In the last couple of months here at Clarion Project we have had intense debates about whether talking of the evils of Islamist extremism and issuing warnings of impending violence in the West is fair game or scaremongering.
We will continue to have this debate as we write every item or post every graphic.
However, there is an enormous temptation in the wake of the Paris atrocities to say “We told you so and there’s more to come.”
From 9/11 and 7/7 through to Tolouse, Charlie Hebdo, Copenhagen and more. The warning signs have been there for us for well over a decade – and for those following this issue closely for far longer than that.
The West is often dismissive of “what’s happening in Syria,” or the Iranian nuclear program.
Guys – wake up.
Terror is on our very doorstep.
Dozens have been arrested this year alone in the United States, accused of plotting terror attacks as Islamists or in sympathy with Islamist groups overseas.
Years ago in my native Manchester, England, just yards from my parents’ home, an Islamist cell was broken up by the local police force. The terrorists were planning a ricin gas attack.
No matter what our politicians think, this is not an issue that we should divide over. This is not about hawkish Republicans and dovish Democrats. If ever there was a cross-party issue, this is it. Terrorists don’t care if we voted left or right. They just want to defeat the West, to bring a caliphate to the world.
Sure there is an argument that says ISIS if far too small to do so – but that doesn’t mean there aren’t millions around the world who buy into ISIS’ vision.
And it doesn’t take millions to instill fear in our cities.
Just eight terrorists did that to all of Europe on Friday.
128 dead – a number that is rising with dozens critically wounded.
The result is not just the families in mourning – the result is panic across Europe.
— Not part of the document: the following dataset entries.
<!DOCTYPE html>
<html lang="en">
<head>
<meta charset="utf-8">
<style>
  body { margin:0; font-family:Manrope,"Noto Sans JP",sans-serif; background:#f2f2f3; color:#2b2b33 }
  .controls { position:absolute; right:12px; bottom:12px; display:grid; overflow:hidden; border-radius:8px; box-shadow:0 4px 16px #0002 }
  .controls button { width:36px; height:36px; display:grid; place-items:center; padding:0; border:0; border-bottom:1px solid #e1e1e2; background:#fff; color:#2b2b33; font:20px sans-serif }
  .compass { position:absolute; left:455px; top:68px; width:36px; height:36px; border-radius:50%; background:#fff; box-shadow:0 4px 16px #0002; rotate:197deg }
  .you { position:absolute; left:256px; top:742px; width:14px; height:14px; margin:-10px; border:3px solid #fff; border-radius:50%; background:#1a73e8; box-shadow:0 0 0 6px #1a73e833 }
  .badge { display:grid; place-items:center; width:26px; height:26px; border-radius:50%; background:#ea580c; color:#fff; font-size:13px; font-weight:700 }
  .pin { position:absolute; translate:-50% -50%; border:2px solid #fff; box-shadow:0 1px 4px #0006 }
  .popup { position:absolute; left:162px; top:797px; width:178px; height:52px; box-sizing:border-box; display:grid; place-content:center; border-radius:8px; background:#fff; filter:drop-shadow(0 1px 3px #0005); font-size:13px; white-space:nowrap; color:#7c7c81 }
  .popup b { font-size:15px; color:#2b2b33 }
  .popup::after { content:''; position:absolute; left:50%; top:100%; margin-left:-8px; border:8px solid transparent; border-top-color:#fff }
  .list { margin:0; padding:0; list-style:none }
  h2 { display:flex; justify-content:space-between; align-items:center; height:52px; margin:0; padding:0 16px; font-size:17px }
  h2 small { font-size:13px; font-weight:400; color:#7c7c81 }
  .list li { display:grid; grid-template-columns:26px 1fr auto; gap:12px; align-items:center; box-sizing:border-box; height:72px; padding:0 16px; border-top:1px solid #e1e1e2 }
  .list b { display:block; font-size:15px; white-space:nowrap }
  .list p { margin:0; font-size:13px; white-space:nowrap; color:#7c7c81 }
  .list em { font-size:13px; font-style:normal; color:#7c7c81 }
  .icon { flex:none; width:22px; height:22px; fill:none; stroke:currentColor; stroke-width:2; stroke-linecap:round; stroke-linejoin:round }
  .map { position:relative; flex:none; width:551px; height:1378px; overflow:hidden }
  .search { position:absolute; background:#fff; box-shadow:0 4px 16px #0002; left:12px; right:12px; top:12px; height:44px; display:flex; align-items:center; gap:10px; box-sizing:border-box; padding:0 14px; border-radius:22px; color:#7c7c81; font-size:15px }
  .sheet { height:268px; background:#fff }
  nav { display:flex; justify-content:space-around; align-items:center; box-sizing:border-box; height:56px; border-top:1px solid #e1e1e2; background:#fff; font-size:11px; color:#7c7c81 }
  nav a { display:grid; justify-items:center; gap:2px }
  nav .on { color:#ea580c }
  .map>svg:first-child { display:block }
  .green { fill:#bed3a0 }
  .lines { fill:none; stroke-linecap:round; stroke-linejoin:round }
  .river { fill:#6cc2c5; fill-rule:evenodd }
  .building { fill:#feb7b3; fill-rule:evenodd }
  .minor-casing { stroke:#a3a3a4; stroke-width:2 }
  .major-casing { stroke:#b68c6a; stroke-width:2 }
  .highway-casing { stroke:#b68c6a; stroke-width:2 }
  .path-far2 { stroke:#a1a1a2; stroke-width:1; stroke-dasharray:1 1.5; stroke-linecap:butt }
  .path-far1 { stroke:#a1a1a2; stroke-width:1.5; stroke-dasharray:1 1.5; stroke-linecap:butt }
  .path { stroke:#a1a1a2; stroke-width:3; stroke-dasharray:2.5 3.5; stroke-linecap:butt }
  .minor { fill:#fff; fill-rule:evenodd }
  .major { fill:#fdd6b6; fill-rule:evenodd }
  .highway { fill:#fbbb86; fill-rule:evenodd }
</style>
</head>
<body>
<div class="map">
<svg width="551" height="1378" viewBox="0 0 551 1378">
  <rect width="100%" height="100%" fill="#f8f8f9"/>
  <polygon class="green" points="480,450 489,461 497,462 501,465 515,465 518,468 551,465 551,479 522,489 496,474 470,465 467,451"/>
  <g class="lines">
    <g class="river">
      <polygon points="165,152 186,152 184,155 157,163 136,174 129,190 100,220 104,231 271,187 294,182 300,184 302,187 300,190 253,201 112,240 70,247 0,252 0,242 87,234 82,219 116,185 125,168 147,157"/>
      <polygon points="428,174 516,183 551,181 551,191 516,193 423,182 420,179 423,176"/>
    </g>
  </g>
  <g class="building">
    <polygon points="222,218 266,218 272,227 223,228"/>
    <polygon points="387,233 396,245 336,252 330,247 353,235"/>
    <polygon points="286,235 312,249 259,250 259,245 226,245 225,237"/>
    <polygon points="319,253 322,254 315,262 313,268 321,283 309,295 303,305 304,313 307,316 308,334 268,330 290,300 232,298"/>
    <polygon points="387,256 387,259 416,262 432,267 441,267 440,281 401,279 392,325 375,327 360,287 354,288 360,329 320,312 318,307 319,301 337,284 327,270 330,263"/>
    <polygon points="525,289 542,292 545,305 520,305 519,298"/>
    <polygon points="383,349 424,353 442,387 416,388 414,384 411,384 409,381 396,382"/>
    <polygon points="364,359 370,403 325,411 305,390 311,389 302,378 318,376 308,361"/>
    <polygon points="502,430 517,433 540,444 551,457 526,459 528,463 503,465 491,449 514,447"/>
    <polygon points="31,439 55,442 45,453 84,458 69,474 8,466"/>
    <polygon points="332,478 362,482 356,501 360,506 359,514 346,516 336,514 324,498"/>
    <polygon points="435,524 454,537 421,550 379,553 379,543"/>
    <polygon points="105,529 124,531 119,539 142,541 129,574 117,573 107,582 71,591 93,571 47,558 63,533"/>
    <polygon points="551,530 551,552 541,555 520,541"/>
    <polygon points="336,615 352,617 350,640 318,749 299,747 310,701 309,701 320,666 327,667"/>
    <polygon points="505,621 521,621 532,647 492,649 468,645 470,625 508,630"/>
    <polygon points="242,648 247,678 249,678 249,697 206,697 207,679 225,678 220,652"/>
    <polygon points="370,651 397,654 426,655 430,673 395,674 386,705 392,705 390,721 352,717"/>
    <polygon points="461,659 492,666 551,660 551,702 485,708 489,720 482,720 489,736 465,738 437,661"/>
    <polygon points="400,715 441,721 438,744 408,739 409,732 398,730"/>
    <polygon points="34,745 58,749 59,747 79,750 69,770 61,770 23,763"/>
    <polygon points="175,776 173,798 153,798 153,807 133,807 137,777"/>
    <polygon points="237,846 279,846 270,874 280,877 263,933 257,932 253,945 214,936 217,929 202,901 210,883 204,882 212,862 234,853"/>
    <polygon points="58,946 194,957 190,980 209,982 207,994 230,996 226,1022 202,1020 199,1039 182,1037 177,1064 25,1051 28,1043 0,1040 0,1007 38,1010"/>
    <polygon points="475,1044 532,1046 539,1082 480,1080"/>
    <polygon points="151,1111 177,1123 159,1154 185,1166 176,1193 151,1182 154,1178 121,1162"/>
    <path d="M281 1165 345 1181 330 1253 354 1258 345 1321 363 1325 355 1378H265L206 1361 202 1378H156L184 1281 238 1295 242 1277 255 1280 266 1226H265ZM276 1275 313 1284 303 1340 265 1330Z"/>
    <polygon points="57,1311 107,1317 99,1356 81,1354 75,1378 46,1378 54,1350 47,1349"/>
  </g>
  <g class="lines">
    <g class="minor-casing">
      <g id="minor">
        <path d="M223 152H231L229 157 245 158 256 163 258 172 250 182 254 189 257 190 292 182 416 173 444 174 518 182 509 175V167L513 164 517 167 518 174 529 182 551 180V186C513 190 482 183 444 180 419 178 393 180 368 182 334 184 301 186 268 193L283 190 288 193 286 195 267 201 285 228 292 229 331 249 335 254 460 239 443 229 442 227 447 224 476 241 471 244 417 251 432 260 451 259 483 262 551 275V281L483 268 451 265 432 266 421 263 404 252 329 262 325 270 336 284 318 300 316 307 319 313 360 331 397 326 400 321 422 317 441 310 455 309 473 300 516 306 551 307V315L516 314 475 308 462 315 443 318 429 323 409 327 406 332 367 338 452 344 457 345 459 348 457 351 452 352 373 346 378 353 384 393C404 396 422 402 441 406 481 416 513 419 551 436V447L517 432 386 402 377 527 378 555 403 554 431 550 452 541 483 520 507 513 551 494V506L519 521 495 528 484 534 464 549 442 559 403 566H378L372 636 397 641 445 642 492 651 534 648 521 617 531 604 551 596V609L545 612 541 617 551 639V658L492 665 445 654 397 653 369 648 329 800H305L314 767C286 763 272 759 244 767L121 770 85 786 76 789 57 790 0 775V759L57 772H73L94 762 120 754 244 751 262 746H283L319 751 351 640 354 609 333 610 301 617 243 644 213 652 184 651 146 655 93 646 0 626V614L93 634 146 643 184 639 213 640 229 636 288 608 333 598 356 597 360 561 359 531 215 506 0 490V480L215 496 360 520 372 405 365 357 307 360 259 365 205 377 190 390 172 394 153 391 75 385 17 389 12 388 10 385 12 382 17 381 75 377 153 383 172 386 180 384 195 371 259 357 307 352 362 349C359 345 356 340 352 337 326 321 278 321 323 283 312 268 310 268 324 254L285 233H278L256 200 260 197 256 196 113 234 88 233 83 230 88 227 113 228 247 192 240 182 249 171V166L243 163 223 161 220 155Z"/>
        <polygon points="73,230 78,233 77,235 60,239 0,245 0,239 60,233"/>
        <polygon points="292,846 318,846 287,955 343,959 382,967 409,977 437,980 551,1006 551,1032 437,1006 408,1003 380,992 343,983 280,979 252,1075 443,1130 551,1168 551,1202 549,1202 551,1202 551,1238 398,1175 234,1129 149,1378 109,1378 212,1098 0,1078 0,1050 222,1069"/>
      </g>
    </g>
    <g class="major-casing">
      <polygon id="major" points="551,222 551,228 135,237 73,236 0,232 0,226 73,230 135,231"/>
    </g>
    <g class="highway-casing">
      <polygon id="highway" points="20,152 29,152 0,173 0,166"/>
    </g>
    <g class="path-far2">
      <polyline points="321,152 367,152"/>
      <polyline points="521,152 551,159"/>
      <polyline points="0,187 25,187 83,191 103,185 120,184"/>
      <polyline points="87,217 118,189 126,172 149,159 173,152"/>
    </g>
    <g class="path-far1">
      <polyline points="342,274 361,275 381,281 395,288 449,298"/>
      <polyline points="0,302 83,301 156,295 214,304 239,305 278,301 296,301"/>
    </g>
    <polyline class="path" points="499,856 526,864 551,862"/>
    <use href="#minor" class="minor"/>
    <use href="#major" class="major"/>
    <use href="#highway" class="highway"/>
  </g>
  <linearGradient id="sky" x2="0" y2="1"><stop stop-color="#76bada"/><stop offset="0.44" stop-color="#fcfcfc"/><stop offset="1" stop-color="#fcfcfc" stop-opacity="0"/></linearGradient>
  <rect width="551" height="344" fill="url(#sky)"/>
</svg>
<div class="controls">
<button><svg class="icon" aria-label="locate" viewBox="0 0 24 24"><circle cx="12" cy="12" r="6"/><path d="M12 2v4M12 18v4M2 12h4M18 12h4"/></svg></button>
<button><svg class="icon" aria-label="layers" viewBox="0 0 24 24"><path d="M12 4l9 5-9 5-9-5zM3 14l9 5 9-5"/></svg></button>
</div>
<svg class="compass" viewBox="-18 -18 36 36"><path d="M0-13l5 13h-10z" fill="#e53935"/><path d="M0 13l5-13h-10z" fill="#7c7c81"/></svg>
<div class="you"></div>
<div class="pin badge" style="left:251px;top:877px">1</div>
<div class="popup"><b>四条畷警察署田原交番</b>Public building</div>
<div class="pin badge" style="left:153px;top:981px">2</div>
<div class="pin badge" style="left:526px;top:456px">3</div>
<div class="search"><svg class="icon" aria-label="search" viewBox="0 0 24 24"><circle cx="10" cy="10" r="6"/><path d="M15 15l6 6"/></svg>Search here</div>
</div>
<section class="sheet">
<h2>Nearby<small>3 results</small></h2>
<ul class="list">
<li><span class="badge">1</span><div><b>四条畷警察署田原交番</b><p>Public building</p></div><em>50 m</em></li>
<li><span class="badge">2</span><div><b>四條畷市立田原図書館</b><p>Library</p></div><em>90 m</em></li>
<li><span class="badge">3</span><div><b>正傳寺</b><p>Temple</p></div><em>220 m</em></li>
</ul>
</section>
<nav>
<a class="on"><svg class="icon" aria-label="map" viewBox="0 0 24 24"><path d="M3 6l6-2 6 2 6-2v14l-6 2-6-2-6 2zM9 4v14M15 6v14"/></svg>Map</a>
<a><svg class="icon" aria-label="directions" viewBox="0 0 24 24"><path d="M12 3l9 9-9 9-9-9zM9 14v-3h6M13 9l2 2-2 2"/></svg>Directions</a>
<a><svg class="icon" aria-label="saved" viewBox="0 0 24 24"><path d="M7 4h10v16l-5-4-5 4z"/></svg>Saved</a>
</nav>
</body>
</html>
When Islamic State seemingly blew up a Russian plane midair a couple of weeks ago, in addition to the press ISIS received, the Egyptian stock market plummeted and the cancelation of flights to Egypt is said to be costing around a quarter of a billion dollars a month in lost revenues.
Multiply that throughout Europe and see that the financial success of the eight terrorists is massive.
But the psychological damage is incalculable.
Does Clarion Project have the answer as to what should be done? We don’t have the panacea.
But we are saying to all of us in the West, please stop saying this isn’t our problem. It is, in the most palpable of ways.
David Harris is editor in chief of Clarion Project.